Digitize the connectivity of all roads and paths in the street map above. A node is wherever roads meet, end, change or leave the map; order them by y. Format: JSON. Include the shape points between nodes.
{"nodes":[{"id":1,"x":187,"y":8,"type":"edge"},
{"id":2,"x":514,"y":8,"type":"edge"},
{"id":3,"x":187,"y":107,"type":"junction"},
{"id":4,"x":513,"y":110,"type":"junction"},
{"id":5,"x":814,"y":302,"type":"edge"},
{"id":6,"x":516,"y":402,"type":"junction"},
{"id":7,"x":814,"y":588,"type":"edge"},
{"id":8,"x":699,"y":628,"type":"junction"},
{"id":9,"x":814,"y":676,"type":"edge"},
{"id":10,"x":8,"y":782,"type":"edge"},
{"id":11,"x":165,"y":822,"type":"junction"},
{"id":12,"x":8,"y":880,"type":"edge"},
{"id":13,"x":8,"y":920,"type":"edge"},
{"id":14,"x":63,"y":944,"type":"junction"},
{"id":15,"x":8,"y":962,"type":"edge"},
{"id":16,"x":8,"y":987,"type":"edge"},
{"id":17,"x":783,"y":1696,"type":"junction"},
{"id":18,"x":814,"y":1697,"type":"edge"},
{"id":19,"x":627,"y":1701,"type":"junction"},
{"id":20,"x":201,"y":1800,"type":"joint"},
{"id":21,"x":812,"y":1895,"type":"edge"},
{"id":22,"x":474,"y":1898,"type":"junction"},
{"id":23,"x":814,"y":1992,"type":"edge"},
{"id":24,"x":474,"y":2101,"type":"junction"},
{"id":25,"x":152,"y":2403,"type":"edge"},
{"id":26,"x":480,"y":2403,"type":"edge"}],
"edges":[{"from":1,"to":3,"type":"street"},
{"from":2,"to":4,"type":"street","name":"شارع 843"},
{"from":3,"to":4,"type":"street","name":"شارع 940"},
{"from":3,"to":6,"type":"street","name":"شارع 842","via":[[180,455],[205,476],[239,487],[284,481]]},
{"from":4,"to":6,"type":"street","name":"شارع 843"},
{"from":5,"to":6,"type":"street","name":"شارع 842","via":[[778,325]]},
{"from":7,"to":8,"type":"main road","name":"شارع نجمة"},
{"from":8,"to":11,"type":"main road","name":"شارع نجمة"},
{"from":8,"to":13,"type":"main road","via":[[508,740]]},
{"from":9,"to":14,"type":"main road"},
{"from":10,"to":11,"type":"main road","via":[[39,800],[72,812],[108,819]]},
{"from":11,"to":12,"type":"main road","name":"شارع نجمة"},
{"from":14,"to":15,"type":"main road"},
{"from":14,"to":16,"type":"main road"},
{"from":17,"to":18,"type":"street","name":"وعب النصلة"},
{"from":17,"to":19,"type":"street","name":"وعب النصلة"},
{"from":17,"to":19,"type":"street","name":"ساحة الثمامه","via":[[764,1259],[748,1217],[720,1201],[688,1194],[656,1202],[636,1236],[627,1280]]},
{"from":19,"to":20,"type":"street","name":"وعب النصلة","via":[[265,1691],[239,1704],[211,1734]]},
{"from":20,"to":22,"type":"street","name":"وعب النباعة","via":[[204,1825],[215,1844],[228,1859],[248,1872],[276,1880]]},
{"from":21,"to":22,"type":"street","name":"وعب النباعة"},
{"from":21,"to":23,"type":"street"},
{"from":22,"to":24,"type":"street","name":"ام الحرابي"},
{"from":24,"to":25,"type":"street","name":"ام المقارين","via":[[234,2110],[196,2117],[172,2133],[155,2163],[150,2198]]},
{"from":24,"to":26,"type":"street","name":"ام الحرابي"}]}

TASK DIRECTIONS:
Scan the material for "النباعة" and copy the lines that hold it.

COMPLETED EXERCISE:
{"from":20,"to":22,"type":"street","name":"وعب النباعة","via":[[204,1825],[215,1844],[228,1859],[248,1872],[276,1880]]},
{"from":21,"to":22,"type":"street","name":"وعب النباعة"},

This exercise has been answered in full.